What the task requires
Find every line of the listing below where "JSON" appears, and copy it.

Given data
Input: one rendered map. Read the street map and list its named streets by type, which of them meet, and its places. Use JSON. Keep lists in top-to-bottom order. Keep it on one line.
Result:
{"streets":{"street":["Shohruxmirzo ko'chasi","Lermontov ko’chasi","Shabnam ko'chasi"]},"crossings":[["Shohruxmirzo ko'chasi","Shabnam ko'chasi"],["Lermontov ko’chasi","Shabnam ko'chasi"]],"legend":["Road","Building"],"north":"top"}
---
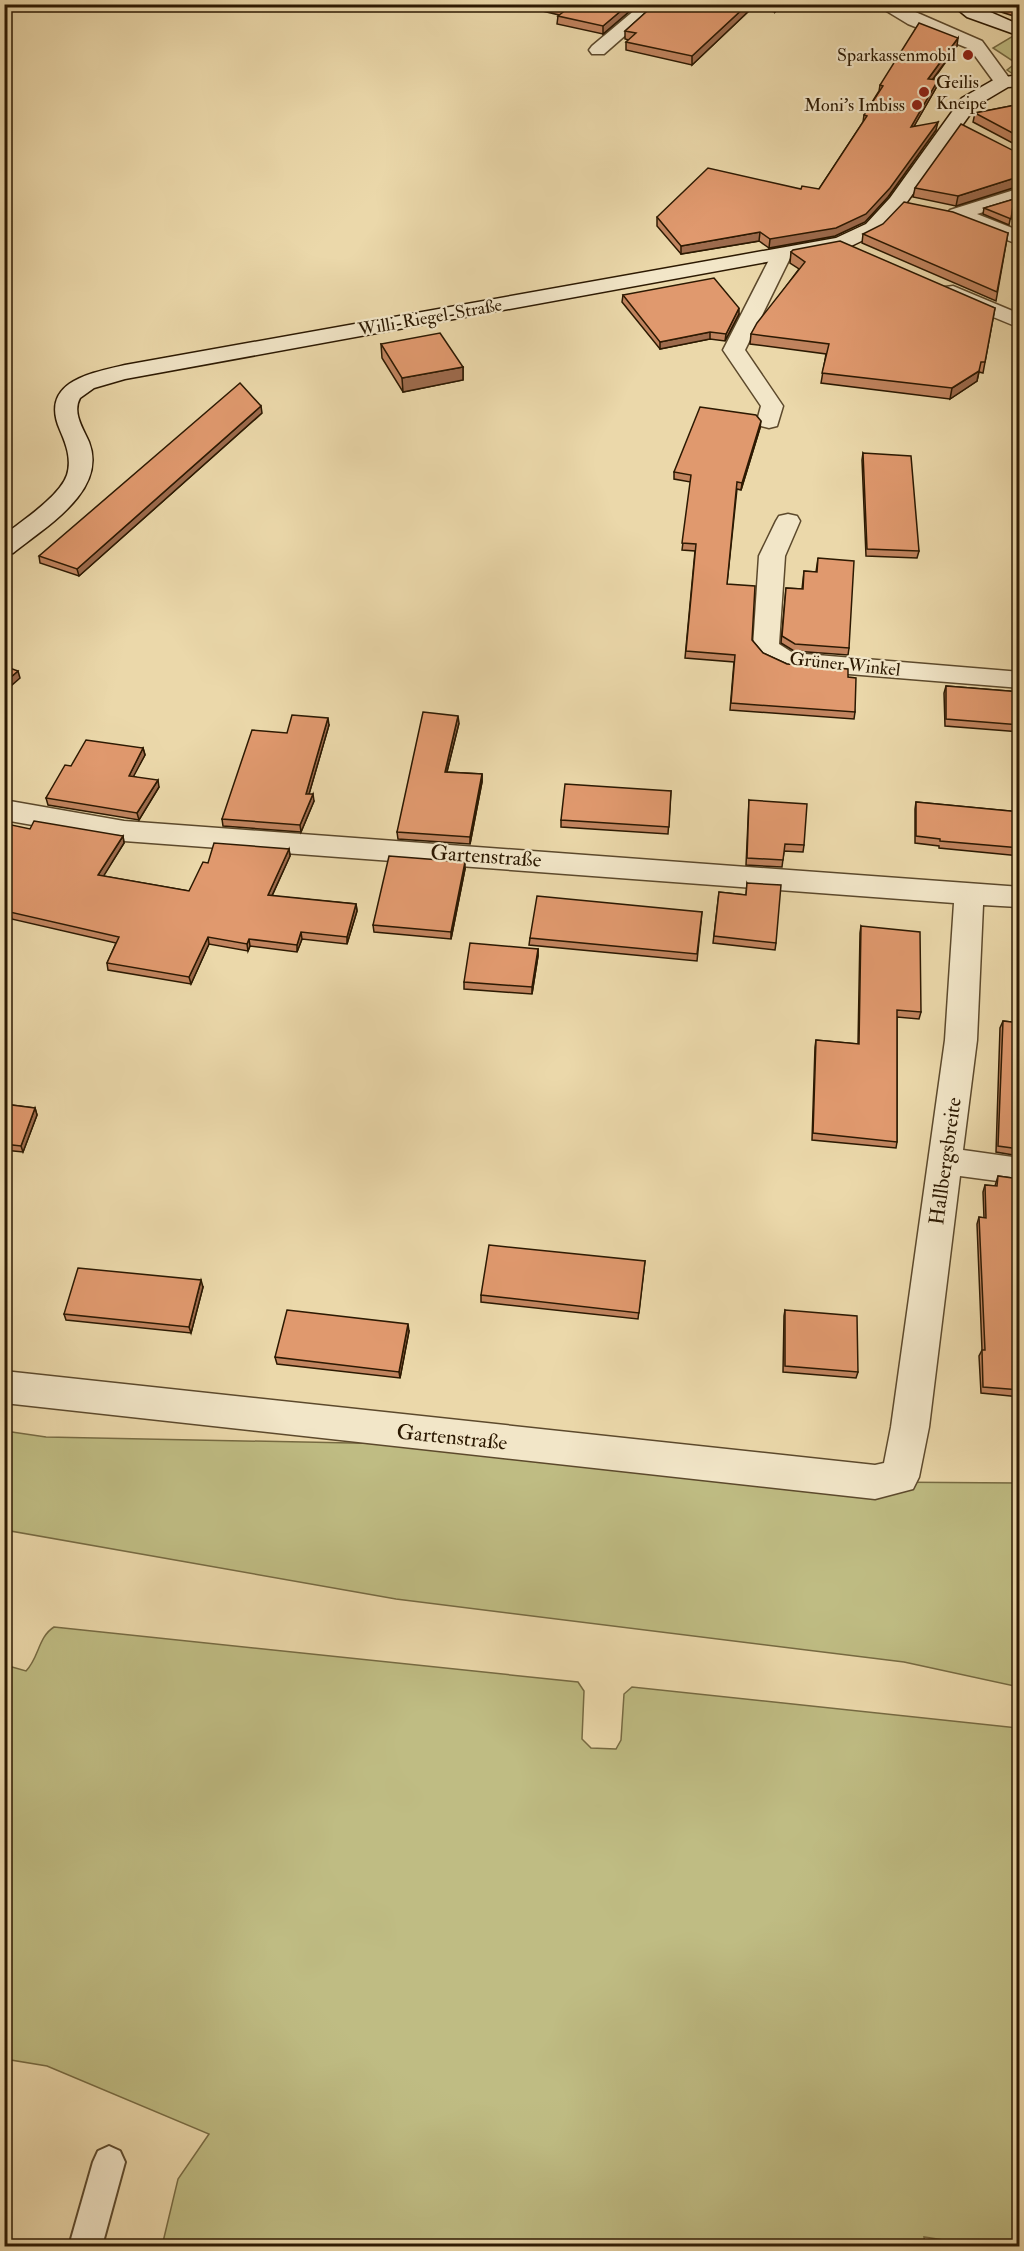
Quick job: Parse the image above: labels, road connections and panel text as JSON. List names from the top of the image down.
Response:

Response
Input: one rendered map. Read the street map and list its named streets by type, which of them meet, and its places. Use JSON. Keep lists in top-to-bottom order. Keep it on one line.
Quick job: Parse the image above: labels, road connections and panel text as JSON. List names from the top of the image down.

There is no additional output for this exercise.